(Stored data entries)
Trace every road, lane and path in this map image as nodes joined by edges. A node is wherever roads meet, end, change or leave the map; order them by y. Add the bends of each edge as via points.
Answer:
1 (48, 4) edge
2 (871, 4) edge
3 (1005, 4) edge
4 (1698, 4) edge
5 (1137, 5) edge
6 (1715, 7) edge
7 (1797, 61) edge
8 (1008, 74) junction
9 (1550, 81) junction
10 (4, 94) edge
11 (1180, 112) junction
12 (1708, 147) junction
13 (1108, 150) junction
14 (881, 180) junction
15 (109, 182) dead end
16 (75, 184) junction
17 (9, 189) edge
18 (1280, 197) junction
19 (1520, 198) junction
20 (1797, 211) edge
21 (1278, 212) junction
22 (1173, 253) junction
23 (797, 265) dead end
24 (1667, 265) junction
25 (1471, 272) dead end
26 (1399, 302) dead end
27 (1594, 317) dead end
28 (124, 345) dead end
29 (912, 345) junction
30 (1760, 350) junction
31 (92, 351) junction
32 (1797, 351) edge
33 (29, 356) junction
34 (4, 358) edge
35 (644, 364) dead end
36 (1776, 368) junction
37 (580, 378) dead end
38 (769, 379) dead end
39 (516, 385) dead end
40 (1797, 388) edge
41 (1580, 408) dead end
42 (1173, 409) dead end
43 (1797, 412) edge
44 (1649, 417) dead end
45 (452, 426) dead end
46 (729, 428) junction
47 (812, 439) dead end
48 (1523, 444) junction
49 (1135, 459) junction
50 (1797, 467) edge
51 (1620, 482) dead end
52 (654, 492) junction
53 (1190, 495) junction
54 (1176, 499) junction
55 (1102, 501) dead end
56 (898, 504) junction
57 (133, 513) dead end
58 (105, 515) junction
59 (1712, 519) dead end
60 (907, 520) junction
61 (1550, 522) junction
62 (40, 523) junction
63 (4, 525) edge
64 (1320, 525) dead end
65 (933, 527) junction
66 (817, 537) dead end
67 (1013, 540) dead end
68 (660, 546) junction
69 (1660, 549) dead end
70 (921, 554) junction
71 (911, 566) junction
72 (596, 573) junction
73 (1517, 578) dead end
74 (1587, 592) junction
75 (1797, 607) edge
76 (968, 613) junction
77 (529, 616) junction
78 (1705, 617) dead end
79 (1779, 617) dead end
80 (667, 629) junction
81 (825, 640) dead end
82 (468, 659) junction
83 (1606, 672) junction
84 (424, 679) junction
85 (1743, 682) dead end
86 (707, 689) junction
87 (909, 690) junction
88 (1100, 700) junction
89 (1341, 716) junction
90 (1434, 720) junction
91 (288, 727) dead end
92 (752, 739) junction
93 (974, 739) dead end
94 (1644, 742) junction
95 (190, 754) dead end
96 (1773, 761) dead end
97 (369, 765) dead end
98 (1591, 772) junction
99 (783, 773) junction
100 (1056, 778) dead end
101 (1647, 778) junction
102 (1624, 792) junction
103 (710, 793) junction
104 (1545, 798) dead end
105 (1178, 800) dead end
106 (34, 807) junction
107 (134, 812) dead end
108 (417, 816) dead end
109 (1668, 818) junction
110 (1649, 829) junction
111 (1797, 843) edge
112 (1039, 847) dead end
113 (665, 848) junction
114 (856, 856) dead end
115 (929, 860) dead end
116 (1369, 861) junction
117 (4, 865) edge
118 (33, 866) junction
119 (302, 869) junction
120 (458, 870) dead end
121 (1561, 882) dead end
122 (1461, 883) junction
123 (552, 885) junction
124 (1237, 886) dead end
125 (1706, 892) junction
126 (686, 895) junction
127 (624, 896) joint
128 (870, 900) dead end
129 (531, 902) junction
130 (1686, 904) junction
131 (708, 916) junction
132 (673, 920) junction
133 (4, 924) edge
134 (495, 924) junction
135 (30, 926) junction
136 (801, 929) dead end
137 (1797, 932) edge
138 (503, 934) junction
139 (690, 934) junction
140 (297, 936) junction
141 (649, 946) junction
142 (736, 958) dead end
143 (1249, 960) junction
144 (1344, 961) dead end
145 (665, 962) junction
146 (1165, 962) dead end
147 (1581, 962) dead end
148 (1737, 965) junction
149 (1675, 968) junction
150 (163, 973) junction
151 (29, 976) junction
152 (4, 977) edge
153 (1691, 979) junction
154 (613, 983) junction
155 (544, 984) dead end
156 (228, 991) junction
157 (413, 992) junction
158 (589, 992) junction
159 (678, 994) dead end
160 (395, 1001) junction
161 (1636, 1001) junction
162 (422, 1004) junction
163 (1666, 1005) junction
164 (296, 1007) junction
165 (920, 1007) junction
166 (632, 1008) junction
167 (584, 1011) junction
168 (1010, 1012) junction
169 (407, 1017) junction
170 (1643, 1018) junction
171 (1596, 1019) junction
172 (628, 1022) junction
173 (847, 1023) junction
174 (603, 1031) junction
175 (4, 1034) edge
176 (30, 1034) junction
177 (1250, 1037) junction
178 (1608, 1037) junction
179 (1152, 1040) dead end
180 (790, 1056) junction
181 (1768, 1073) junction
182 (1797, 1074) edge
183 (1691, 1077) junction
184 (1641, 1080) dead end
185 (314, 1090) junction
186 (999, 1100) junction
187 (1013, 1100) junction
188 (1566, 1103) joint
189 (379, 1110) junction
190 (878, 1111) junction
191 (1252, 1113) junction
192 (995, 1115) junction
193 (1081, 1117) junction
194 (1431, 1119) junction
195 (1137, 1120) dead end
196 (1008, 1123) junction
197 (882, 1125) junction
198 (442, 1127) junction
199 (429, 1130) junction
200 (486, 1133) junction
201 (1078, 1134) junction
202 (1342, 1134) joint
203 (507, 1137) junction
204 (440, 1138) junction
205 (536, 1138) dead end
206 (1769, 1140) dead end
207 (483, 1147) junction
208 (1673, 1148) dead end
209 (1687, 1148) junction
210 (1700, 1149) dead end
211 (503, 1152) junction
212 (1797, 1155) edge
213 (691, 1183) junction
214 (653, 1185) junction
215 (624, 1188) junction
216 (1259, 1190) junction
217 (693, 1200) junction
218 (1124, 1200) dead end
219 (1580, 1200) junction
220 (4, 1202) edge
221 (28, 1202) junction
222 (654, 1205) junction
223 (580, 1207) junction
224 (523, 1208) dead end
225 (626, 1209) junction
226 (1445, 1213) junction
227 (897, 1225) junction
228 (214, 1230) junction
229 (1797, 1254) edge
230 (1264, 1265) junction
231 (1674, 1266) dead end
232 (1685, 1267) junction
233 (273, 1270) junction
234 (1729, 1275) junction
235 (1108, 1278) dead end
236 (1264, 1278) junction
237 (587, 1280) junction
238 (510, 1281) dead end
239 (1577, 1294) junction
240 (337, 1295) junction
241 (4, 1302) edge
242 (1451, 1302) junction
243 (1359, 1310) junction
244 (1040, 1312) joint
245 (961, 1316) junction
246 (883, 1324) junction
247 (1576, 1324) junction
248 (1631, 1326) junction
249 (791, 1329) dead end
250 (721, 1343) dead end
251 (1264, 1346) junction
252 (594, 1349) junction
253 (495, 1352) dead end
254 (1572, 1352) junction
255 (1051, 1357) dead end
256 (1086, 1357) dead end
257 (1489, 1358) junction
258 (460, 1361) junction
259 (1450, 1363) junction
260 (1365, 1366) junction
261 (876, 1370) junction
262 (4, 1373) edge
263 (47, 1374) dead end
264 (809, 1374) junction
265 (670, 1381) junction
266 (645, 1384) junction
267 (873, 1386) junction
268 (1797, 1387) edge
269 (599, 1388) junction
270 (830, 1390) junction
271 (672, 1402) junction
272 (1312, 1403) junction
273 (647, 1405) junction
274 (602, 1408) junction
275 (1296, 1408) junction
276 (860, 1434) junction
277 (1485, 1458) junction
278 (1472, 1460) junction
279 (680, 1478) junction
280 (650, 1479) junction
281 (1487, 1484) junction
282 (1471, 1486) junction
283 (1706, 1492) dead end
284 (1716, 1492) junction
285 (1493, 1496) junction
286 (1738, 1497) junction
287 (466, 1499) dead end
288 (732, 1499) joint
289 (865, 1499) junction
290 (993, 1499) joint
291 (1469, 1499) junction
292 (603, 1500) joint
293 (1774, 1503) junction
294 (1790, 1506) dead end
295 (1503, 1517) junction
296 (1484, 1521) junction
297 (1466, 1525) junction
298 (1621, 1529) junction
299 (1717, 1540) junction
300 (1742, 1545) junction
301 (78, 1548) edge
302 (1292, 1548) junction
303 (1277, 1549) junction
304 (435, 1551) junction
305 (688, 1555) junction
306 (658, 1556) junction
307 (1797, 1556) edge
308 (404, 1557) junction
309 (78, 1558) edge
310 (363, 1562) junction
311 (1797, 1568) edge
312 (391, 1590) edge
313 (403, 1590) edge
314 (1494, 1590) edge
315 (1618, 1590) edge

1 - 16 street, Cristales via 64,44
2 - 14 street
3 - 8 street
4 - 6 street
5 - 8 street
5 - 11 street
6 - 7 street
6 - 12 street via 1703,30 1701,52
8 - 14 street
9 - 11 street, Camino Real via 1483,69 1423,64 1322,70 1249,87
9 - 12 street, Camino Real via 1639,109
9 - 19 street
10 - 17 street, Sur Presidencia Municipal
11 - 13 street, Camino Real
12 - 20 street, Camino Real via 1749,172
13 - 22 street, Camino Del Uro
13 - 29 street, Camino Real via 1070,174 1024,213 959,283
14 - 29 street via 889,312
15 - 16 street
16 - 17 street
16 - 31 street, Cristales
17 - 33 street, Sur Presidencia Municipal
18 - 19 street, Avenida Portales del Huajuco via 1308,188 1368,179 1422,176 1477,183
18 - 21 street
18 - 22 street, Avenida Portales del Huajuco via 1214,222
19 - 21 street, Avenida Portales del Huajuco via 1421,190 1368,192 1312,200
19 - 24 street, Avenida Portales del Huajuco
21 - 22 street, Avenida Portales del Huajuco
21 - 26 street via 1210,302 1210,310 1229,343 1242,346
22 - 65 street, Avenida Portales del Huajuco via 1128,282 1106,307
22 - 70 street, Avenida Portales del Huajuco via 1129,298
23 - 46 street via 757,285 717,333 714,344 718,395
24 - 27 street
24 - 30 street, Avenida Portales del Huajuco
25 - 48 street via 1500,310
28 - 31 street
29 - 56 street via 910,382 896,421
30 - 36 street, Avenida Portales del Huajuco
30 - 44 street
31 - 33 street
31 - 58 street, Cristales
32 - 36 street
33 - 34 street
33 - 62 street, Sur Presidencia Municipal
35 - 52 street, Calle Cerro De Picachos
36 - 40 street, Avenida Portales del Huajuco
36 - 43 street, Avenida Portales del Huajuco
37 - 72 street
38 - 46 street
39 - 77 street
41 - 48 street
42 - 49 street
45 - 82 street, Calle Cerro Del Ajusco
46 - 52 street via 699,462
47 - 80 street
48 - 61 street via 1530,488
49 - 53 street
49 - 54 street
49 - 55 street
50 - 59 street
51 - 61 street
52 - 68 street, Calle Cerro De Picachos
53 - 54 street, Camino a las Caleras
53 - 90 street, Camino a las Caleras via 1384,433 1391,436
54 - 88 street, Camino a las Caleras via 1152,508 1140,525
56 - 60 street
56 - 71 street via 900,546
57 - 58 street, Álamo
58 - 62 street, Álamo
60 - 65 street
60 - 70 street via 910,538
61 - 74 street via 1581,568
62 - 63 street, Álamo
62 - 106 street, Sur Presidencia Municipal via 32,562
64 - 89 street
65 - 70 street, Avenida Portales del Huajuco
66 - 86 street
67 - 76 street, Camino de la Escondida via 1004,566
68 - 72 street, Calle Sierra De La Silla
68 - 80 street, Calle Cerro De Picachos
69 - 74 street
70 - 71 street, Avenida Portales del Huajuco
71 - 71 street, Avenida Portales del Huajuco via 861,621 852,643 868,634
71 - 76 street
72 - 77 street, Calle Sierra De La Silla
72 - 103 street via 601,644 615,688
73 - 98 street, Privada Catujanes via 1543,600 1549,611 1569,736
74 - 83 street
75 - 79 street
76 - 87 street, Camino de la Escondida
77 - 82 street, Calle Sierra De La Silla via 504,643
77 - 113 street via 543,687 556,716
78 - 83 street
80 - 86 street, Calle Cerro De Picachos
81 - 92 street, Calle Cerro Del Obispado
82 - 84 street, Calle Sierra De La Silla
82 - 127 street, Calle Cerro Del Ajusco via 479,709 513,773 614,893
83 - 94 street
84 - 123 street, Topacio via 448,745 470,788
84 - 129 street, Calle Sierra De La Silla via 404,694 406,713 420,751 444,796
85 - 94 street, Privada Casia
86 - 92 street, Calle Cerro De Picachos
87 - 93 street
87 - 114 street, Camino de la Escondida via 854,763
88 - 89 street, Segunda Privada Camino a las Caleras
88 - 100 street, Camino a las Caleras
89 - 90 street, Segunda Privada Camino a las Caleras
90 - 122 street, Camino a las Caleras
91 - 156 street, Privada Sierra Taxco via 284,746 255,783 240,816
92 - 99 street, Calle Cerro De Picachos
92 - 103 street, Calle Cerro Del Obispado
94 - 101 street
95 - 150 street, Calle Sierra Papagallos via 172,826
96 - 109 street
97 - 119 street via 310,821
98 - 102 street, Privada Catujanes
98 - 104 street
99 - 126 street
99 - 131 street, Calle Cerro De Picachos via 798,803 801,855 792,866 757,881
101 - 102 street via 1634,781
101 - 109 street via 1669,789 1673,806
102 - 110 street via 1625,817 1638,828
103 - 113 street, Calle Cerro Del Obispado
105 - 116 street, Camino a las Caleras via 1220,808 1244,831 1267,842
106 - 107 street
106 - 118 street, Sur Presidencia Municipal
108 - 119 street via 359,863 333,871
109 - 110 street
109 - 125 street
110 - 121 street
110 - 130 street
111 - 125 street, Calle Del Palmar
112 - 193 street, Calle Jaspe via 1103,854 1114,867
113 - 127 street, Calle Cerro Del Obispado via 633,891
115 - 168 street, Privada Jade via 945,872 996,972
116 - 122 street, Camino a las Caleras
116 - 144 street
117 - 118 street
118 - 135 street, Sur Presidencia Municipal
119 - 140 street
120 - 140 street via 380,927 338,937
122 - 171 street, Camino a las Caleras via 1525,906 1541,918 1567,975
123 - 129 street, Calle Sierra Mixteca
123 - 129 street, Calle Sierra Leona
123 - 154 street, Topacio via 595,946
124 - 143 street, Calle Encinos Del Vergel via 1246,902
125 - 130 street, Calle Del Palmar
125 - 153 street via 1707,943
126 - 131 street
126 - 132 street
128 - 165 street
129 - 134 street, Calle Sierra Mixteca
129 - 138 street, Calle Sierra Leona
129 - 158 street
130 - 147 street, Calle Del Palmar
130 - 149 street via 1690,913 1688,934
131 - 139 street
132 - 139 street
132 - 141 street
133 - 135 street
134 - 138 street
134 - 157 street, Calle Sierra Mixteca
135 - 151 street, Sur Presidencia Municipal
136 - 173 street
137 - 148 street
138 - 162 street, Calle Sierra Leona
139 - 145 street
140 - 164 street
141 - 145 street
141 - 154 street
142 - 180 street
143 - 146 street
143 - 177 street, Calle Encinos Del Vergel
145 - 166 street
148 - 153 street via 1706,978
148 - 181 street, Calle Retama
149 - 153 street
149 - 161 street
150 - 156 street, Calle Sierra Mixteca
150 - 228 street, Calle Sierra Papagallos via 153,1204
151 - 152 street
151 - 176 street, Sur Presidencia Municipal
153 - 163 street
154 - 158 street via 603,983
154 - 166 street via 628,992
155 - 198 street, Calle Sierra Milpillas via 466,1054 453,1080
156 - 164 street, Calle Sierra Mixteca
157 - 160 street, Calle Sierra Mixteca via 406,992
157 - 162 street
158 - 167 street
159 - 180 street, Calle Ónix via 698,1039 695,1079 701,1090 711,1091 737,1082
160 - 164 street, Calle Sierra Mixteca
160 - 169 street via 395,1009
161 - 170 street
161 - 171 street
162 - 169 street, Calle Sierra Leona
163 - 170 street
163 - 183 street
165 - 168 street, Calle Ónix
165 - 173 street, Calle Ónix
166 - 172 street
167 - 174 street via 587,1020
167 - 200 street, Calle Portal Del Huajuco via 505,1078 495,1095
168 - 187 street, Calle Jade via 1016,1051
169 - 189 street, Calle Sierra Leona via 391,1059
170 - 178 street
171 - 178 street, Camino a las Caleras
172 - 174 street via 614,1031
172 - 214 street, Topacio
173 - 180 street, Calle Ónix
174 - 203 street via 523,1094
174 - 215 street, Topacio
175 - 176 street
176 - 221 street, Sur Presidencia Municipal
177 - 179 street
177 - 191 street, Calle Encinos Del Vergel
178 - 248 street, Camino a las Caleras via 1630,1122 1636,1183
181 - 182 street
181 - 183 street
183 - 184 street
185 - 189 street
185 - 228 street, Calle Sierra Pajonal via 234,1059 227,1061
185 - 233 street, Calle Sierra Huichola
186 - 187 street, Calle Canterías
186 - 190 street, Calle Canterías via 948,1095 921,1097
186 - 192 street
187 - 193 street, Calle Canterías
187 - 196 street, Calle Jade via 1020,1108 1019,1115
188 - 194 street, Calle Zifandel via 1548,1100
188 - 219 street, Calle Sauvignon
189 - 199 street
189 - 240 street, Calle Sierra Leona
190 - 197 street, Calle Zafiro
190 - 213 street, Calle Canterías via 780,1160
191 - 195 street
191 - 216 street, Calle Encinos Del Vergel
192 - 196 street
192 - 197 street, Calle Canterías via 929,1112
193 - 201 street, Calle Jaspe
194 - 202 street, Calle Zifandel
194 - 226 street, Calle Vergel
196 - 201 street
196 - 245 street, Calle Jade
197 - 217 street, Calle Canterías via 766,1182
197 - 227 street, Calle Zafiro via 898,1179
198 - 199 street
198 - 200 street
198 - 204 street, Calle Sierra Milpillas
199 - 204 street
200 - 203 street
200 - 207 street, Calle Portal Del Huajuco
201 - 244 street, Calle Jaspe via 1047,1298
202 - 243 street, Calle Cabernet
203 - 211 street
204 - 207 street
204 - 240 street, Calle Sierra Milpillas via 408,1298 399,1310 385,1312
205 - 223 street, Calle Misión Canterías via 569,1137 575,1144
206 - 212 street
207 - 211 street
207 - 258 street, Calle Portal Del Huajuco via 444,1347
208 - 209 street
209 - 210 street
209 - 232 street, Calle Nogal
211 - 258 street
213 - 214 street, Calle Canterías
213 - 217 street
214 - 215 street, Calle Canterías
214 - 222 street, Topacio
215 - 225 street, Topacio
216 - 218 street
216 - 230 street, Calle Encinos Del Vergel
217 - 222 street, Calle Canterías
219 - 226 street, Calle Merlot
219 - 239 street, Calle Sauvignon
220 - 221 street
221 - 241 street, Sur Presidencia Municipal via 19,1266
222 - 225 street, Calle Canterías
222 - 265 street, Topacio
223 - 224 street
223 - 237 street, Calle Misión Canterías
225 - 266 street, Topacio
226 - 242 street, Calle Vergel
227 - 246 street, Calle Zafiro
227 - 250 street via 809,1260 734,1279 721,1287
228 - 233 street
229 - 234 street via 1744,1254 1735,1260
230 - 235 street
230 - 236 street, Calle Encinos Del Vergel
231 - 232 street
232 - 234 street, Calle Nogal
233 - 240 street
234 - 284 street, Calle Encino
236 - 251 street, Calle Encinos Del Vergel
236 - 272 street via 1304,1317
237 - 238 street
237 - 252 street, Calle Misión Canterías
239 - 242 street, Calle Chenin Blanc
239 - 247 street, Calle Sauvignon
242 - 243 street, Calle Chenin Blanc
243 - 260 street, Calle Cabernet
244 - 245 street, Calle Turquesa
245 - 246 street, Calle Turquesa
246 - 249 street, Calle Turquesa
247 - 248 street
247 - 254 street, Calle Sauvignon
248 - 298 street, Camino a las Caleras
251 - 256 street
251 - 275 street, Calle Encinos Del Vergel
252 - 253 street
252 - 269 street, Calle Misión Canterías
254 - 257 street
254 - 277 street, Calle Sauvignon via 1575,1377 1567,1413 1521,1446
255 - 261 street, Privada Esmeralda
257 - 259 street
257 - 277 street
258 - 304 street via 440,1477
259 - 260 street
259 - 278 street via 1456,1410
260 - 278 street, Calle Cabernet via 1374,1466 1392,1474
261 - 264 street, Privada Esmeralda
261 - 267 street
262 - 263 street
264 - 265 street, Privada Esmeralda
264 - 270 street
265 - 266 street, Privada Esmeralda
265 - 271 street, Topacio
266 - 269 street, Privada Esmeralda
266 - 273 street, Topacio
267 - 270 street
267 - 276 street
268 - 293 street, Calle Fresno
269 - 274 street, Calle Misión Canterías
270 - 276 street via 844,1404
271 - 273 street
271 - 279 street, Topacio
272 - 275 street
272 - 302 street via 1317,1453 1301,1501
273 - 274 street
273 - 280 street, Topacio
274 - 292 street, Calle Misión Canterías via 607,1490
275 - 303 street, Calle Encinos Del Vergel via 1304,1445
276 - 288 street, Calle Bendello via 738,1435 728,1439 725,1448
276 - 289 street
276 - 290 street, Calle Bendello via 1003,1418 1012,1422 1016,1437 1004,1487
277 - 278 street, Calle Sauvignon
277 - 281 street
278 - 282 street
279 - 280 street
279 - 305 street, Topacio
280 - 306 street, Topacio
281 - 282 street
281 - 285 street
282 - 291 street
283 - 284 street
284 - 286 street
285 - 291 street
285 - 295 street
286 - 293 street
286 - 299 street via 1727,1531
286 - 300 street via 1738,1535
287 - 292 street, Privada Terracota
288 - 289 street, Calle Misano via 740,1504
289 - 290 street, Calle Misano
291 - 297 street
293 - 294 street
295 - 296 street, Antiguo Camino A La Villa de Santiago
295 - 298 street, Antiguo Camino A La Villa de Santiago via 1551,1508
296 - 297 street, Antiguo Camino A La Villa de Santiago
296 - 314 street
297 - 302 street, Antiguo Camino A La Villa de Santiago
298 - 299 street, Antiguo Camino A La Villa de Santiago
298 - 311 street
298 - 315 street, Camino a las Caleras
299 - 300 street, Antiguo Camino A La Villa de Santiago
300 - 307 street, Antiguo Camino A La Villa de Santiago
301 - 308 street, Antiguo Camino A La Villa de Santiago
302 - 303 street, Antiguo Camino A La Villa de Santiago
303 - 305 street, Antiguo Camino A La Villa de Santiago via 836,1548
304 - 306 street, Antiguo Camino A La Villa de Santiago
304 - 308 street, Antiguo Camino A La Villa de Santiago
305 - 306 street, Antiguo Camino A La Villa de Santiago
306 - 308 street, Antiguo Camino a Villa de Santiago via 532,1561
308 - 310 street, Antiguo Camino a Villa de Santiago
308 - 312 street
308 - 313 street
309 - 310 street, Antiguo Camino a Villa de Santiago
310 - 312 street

### [Exercise prompt]
The lines above that hold "Blanc" are the result; show every one of them.

### [Solution to the exercise]
239 - 242 street, Calle Chenin Blanc
242 - 243 street, Calle Chenin Blanc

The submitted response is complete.